HDR photography involves taking a series of exposures of the same scene, each at a different EV setting, and using a software program to combine the images. With your camera on a tripod, you take a bracket of three, four, or more exposures, ranging from under- to overexposure; in that series you'll capture all the shadows, highlights, and mid tones of the scene. The software--and the decisions you make about how you're going to use it--will basically do the rest. The result is an image that combines the best of our individual takes, complete with color in the highlights and details in the shadows. What you need is a camera capable of exposure compensation control (auto-bracketing is a plus), a tripod, a computer, and the software.

The software performs essentially two functions: merging, which creates from your exposures a 32-bit file that represents in one image the full dynamic range of the scene; and tone mapping, which converts the file back to a range that's able to be viewed on screen and on paper.

Four images were taken using a handheld flash with a different color gel for each flash exposure.

I talked recently with Ferrell McCollough, a professional photographer who's written the Complete Guide to High Dynamic Range Digital Photography. I didn't want to find out the details of how the process works--that's in his book, and in the books of others, of course; I wanted to know why he became fascinated with HDR.
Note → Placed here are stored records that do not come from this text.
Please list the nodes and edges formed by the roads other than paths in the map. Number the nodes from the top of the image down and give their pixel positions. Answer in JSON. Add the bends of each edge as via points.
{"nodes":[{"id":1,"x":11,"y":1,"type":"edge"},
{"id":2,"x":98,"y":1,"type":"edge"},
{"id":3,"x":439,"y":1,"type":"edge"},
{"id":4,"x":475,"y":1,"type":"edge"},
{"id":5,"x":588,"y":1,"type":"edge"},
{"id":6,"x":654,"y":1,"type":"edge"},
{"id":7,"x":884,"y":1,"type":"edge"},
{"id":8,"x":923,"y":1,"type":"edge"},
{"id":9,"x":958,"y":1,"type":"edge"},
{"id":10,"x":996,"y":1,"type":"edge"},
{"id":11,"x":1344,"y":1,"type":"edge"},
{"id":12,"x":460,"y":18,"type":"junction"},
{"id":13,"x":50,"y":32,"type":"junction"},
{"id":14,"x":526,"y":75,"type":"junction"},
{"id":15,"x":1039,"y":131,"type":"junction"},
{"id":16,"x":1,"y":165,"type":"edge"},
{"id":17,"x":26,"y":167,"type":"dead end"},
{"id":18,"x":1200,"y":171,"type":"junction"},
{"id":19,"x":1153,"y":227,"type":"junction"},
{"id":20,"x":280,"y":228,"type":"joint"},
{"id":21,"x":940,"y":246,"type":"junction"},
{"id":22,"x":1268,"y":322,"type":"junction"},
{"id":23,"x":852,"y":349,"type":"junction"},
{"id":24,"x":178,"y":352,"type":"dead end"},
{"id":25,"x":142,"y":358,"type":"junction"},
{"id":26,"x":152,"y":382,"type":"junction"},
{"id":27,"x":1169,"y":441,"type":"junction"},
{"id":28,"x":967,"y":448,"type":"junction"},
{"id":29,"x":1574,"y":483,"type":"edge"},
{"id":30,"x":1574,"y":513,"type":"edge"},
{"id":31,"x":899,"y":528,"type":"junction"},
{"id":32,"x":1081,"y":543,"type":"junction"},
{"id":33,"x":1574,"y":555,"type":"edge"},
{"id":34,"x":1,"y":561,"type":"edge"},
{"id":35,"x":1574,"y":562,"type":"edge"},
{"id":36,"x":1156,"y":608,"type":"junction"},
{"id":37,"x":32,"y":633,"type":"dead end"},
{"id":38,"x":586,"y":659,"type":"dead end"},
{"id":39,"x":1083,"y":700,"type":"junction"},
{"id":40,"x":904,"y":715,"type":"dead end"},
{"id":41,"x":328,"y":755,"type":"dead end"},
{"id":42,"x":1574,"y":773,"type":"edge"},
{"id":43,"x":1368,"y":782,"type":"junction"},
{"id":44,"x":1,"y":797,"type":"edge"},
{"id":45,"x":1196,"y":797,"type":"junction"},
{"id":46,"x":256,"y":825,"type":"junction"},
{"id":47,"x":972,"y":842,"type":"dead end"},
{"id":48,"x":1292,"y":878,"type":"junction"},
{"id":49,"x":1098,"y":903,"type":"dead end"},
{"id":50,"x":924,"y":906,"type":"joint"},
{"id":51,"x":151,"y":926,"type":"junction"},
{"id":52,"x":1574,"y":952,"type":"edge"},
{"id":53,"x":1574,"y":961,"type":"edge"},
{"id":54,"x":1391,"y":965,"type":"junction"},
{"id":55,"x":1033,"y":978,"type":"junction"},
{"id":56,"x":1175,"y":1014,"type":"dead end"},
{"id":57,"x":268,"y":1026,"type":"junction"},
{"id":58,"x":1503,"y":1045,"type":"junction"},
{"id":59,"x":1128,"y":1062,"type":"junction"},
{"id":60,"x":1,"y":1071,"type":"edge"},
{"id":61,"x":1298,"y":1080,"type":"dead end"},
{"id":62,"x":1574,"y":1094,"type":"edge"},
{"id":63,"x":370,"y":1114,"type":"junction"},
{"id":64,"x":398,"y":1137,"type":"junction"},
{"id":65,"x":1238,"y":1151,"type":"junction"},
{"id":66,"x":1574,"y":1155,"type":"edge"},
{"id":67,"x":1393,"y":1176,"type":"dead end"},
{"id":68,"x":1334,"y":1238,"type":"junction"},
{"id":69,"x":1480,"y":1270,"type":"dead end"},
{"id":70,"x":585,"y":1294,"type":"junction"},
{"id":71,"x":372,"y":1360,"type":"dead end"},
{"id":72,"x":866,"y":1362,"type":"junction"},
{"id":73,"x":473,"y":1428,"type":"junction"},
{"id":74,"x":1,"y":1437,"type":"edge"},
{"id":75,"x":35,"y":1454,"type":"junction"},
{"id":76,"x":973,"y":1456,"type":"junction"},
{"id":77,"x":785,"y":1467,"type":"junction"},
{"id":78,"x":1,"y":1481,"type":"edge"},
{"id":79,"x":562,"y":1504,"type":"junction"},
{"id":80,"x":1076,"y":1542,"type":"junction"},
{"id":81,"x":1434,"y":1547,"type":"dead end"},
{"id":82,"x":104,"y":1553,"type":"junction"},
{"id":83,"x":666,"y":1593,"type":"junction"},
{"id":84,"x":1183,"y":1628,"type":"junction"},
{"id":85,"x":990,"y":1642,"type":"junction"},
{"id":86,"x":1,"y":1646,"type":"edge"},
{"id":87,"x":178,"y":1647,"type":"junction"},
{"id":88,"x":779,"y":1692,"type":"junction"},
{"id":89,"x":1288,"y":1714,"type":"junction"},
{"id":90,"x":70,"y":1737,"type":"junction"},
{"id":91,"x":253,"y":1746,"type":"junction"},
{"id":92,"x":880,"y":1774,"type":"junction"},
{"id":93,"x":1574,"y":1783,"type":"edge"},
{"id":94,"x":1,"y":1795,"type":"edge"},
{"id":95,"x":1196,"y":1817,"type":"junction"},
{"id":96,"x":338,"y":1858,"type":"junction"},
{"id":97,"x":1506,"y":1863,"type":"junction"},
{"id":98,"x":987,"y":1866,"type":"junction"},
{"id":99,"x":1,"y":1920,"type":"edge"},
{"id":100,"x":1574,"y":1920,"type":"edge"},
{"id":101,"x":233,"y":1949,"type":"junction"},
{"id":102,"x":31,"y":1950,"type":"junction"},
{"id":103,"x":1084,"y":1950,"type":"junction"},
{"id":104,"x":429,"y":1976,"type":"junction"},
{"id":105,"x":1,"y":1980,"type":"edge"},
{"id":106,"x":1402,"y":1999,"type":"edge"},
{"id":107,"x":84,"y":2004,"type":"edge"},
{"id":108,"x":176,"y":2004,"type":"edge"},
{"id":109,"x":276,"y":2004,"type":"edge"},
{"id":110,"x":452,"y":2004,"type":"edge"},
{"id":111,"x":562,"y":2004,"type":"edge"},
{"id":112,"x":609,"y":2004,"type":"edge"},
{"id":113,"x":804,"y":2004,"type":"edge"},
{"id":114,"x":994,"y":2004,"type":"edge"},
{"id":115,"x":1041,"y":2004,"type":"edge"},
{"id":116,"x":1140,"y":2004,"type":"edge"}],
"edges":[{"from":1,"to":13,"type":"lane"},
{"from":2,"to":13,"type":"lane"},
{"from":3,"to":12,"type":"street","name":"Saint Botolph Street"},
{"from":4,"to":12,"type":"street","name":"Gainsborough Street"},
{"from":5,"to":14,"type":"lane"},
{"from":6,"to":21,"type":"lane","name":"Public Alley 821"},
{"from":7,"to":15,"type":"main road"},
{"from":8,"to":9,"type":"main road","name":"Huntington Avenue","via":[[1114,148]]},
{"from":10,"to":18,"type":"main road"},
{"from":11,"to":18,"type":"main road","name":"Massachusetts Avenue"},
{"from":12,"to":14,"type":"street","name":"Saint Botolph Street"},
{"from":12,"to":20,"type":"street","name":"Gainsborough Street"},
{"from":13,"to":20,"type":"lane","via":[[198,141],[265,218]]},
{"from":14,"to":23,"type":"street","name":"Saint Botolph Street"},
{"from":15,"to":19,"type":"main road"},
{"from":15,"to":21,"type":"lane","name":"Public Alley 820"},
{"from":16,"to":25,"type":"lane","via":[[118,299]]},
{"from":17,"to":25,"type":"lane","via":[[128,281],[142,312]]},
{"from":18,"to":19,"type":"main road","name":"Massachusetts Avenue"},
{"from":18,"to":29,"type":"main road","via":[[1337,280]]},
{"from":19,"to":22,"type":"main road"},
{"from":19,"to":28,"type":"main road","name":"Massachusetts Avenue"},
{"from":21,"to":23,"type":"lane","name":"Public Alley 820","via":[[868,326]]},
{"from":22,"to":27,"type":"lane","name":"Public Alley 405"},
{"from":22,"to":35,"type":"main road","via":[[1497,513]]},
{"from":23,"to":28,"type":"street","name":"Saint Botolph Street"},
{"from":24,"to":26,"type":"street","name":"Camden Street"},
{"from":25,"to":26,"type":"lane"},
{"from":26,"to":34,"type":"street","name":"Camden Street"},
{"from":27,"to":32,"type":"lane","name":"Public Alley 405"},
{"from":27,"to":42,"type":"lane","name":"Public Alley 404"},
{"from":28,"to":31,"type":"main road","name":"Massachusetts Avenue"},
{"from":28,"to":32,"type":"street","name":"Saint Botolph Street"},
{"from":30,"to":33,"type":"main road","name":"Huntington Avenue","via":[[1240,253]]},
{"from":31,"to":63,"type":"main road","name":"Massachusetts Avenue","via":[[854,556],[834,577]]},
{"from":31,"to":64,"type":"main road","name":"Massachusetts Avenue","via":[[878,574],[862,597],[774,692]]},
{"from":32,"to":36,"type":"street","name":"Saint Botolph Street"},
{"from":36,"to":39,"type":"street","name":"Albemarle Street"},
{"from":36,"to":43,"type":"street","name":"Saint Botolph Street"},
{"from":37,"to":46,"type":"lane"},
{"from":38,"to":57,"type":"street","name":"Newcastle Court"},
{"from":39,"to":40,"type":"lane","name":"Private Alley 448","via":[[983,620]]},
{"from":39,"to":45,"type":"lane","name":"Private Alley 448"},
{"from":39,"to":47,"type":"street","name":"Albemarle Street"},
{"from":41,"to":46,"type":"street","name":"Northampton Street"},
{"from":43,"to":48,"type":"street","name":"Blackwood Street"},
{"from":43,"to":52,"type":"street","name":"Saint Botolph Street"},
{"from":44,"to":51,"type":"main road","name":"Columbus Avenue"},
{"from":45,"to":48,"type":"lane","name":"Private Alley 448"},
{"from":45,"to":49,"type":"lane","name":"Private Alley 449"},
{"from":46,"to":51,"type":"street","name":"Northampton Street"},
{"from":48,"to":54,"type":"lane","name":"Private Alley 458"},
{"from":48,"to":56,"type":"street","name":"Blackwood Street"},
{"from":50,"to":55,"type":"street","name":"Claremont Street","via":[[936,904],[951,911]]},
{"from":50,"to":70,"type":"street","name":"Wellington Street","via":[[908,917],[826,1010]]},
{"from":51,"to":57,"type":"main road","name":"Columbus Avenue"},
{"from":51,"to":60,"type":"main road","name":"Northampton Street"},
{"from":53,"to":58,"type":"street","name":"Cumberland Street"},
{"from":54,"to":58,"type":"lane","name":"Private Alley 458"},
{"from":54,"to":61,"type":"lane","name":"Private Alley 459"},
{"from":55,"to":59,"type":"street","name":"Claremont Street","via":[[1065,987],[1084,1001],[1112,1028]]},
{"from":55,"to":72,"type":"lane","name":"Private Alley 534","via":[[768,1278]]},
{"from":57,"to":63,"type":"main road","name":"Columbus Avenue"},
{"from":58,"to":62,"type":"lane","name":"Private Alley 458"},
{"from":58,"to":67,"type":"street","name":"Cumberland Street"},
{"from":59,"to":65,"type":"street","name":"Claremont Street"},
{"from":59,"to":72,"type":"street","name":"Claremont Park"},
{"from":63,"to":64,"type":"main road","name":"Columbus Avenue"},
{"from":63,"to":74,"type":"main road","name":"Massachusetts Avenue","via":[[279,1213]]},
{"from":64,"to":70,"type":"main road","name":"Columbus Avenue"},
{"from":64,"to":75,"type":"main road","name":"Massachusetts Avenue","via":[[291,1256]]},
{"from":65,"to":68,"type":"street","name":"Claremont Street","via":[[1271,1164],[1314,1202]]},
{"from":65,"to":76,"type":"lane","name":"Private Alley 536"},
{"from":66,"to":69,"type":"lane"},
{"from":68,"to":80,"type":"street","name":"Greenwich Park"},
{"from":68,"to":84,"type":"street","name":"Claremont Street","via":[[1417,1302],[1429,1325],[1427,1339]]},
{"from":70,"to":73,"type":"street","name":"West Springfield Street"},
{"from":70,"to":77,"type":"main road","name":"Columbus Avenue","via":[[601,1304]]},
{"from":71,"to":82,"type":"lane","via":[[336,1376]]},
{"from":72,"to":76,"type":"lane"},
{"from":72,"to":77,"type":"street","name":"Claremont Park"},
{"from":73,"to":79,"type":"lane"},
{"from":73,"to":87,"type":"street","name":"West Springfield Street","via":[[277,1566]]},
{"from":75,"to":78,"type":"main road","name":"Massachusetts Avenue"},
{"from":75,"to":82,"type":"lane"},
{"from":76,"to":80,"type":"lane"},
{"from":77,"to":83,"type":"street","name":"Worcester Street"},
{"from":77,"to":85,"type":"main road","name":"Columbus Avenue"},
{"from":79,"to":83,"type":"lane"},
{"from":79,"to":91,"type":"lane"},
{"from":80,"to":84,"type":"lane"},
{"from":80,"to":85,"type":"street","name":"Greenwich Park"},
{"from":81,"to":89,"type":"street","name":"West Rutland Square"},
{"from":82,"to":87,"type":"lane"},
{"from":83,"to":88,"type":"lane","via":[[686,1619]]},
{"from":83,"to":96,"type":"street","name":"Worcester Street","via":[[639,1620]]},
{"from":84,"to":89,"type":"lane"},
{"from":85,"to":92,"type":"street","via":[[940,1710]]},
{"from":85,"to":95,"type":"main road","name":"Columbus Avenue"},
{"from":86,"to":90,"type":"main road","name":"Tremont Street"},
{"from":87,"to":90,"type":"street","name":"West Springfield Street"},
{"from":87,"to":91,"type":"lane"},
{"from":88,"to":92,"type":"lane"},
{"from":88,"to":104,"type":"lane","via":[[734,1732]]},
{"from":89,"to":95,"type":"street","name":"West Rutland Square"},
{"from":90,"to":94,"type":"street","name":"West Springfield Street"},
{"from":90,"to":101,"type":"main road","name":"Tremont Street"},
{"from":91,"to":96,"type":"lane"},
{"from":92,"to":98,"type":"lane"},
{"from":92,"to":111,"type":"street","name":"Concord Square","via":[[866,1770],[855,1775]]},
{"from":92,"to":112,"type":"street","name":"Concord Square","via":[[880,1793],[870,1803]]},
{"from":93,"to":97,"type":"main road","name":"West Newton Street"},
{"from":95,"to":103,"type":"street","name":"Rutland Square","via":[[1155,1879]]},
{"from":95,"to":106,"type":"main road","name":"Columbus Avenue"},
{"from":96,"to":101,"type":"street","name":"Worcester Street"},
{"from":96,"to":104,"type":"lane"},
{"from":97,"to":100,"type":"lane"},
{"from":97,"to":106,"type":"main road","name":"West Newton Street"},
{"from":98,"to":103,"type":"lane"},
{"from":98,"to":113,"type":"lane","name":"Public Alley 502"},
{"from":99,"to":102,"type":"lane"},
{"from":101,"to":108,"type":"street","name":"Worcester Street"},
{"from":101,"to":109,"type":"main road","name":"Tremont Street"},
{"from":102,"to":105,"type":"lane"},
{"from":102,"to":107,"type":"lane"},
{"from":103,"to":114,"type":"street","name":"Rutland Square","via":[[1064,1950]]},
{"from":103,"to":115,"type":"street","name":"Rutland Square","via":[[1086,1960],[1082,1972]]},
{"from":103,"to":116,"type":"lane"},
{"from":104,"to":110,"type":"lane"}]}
"I saw HDR photos for the first time at the Flickr website," Ferrell says, "and I was blown away by the detail in the shadows. I didn't know what it was yet, but the wow factor just grabbed me."

Eventually he picked up enough information to start doing it. "It opened up the possibilities. I used to never take a camera out of my camera bag at noon; in fact, I'd avoid any shooting after 9am and before 5pm. Now I take the camera out at any time. HDR has expanded the time when I can shoot and get good images."